Zugegeben: Eine deftige Portion Schmerzfreiheit gehört dazu. Aber wer endlich die schlecht und nur in Englisch erklärten Grundlagen begreift, der wird das PlayStation-Remake lieben! Lenneth schlägt taktisch anspruchsvolle Rundenkämpfe, die noch dazu das richtige Timing verlangen. Ihre Truppe kann für Erfahrungspunkte kämpfen oder Kraft für besonders starke Attacken sammeln. Sie kann sich frei über Midgard bewegen und ihre Entscheidungen beeinflussen den Fortgang der Geschichte. Und sie hat viel Spielraum bei der Entwicklung ihrer Krieger. Mich haben vor allem die anspruchsvollen Kämpfe in den Bann gezogen. Ich bin aber auch begeistert bei der Sache, wenn das Ausrüsten und Trainieren meiner Helden wieder einmal geschlagene 30 Minuten dauert. Ich liebe die asiatischen Rollenspiele. Ich liebe die taktische Herausforderung. Und in Valkyrie Profile: Lenneth verläuft die Grenze nahezu unsichtbar.
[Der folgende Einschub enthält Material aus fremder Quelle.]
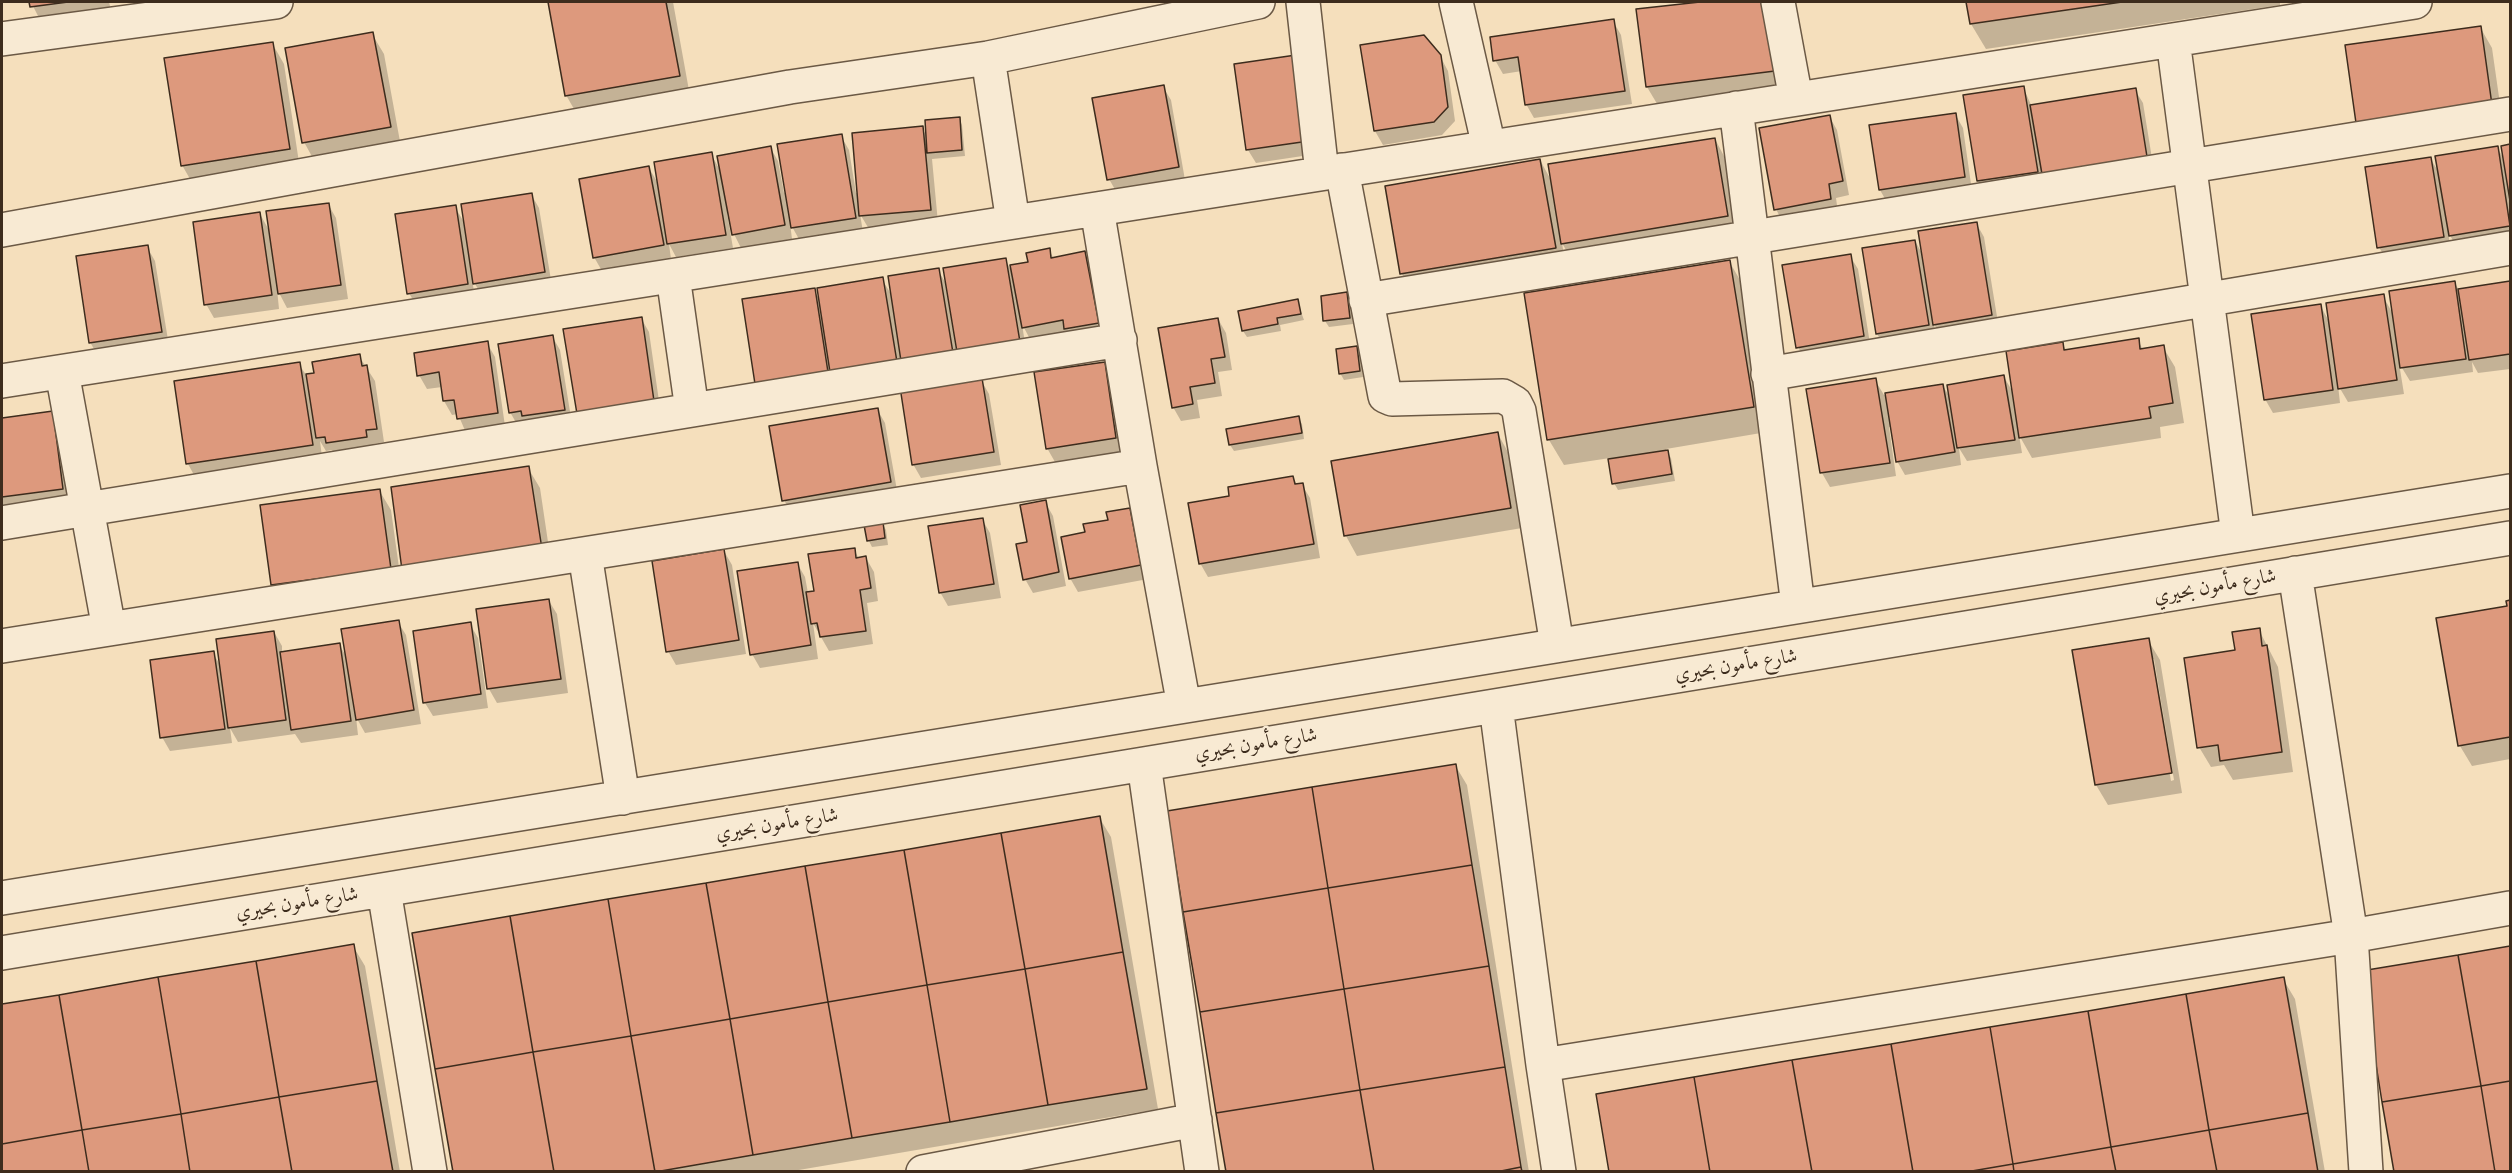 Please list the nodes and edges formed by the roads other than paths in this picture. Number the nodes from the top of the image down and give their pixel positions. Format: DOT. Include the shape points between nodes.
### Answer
graph roads {
  1 [pos="276,2"];
  2 [pos="1258,2"];
  3 [pos="1303,2"];
  4 [pos="1456,2"];
  5 [pos="1778,2"];
  6 [pos="2415,2"];
  7 [pos="2,39"];
  8 [pos="2173,40"];
  9 [pos="987,58"];
  10 [pos="1796,99"];
  11 [pos="1736,108"];
  12 [pos="2511,114"];
  13 [pos="1489,147"];
  14 [pos="2189,166"];
  15 [pos="1332,172"];
  16 [pos="1097,208"];
  17 [pos="1013,222"];
  18 [pos="2,230"];
  19 [pos="1752,237"];
  20 [pos="2511,248"];
  21 [pos="673,276"];
  22 [pos="1366,300"];
  23 [pos="2207,300"];
  24 [pos="1120,340"];
  25 [pos="62,372"];
  26 [pos="1768,374"];
  27 [pos="2,381"];
  28 [pos="692,410"];
  29 [pos="1140,465"];
  30 [pos="2511,491"];
  31 [pos="87,509"];
  32 [pos="2,523"];
  33 [pos="2238,535"];
  34 [pos="2511,538"];
  35 [pos="585,554"];
  36 [pos="2295,573"];
  37 [pos="1798,606"];
  38 [pos="109,629"];
  39 [pos="1557,645"];
  40 [pos="2,646"];
  41 [pos="1184,706"];
  42 [pos="1496,706"];
  43 [pos="1144,764"];
  44 [pos="623,798"];
  45 [pos="384,890"];
  46 [pos="2,898"];
  47 [pos="2511,908"];
  48 [pos="2351,936"];
  49 [pos="2,953"];
  50 [pos="1543,1065"];
  51 [pos="1195,1120"];
  52 [pos="430,1172"];
  53 [pos="923,1172"];
  54 [pos="1202,1172"];
  55 [pos="1559,1172"];
  56 [pos="2366,1172"];
  1 -- 7 [label="street"];
  2 -- 9 [label="street"];
  3 -- 15 [label="street"];
  4 -- 13 [label="street"];
  5 -- 10 [label="street"];
  6 -- 8 [label="street"];
  8 -- 10 [label="street"];
  8 -- 14 [label="street"];
  9 -- 17 [label="street"];
  9 -- 18 [label="street" via="790,87"];
  10 -- 11 [label="street"];
  11 -- 13 [label="street"];
  11 -- 19 [label="street"];
  12 -- 14 [label="street"];
  13 -- 15 [label="street"];
  14 -- 19 [label="street"];
  14 -- 23 [label="street"];
  15 -- 16 [label="street"];
  15 -- 22 [label="street"];
  16 -- 17 [label="street"];
  16 -- 24 [label="street"];
  17 -- 21 [label="street"];
  19 -- 22 [label="street"];
  19 -- 26 [label="street"];
  20 -- 23 [label="street"];
  21 -- 25 [label="street"];
  21 -- 28 [label="street"];
  22 -- 39 [label="street" via="1385,396 1503,396 1519,411"];
  23 -- 26 [label="street"];
  23 -- 33 [label="street"];
  24 -- 28 [label="street"];
  24 -- 29 [label="street"];
  25 -- 27 [label="street"];
  25 -- 31 [label="street"];
  26 -- 37 [label="street"];
  28 -- 31 [label="street"];
  29 -- 35 [label="street"];
  29 -- 41 [label="street"];
  30 -- 33 [label="street"];
  31 -- 32 [label="street"];
  31 -- 38 [label="street"];
  33 -- 37 [label="street"];
  34 -- 36 [label="street, شارع مأمون بحيري"];
  35 -- 38 [label="street"];
  35 -- 44 [label="street"];
  36 -- 42 [label="street, شارع مأمون بحيري"];
  36 -- 48 [label="street"];
  37 -- 39 [label="street"];
  38 -- 40 [label="street"];
  39 -- 41 [label="street"];
  41 -- 44 [label="street"];
  42 -- 43 [label="street, شارع مأمون بحيري"];
  42 -- 50 [label="street"];
  43 -- 45 [label="street, شارع مأمون بحيري"];
  43 -- 51 [label="street"];
  44 -- 46 [label="street"];
  45 -- 49 [label="street, شارع مأمون بحيري"];
  45 -- 52 [label="street"];
  47 -- 48 [label="street"];
  48 -- 50 [label="street"];
  48 -- 56 [label="street"];
  50 -- 55 [label="street"];
  51 -- 53 [label="street"];
  51 -- 54 [label="street"];
}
Hoffentlich ist Valkyrie Profile in Zukunft nicht mehr einzigartig - ich will mehr davon!

Pro

komplexe taktische Kämpfe mit Echtzeit-Elementen
Charaktere führen einige Zauber automatisch aus
aktives Erkunden der Umgebung statt dröges Umherlaufen
sehr umfangreiche Charakterentwicklung
großer Handlungsspielraum
schwerwiegende Entscheidungen beeinflussen Handlung
drei verschiedene Enden
wunderschöner Soundtrack
sehr effektvolle Spezialangriffe
schnelles Umwandeln und Herstellen von Gegenständen
aufwendige vorberechnete Filme

Kontra

ungenaue Fortschrittsberichte & Zielbeschreibung
wenig Erklärung im Spiel
Gefahr von Hilflosigkeit für Unerfahrene
mitunter zähe Zwischensequenzen in Spielumgebung
furchtbar umständliches Menü mit Ladezeiten
keine Lokalisierung

Wertung

PSP

Einzigartiges Rollenspiel mit großartigen taktischen Kämpfen und umfangreicher Charakter-Entwicklung.